Brief: Write out the records below exactly as they appear, skipping each picture.
START Records for the exercise
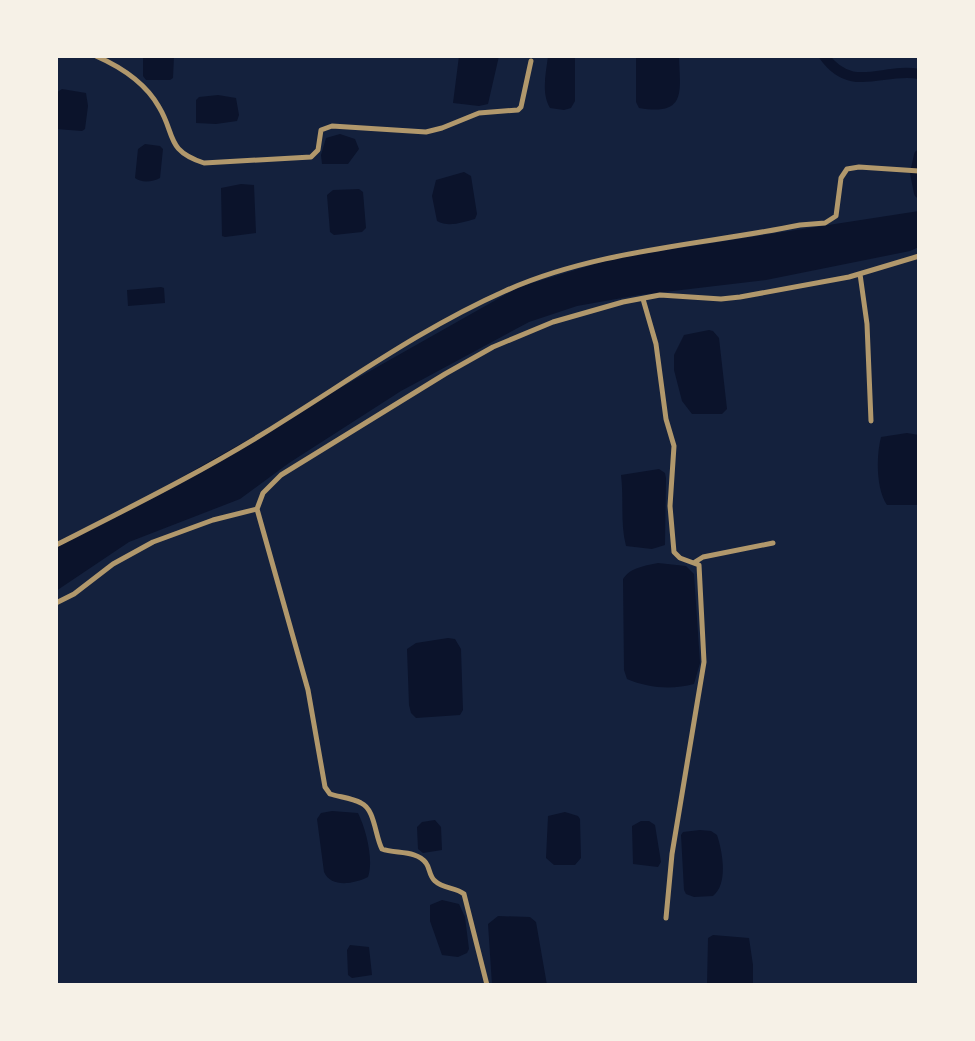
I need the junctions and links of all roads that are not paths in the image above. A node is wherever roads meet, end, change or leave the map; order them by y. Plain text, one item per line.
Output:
1 (96, 56) edge
2 (531, 61) dead end
3 (919, 171) edge
4 (919, 256) edge
5 (860, 274) junction
6 (643, 299) junction
7 (871, 421) dead end
8 (257, 509) junction
9 (773, 543) dead end
10 (56, 545) edge
11 (695, 562) junction
12 (56, 603) edge
13 (666, 918) dead end
14 (487, 985) edge

1 - 2 street
3 - 10 street
4 - 5 street
5 - 6 street
5 - 7 street
6 - 8 street
6 - 11 street
8 - 12 street
8 - 14 street
9 - 11 street
11 - 13 street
END Records for the exercise
Output for this task:
I need the junctions and links of all roads that are not paths in the image above. A node is wherever roads meet, end, change or leave the map; order them by y. Plain text, one item per line.
Output:
1 (96, 56) edge
2 (531, 61) dead end
3 (919, 171) edge
4 (919, 256) edge
5 (860, 274) junction
6 (643, 299) junction
7 (871, 421) dead end
8 (257, 509) junction
9 (773, 543) dead end
10 (56, 545) edge
11 (695, 562) junction
12 (56, 603) edge
13 (666, 918) dead end
14 (487, 985) edge

1 - 2 street
3 - 10 street
4 - 5 street
5 - 6 street
5 - 7 street
6 - 8 street
6 - 11 street
8 - 12 street
8 - 14 street
9 - 11 street
11 - 13 street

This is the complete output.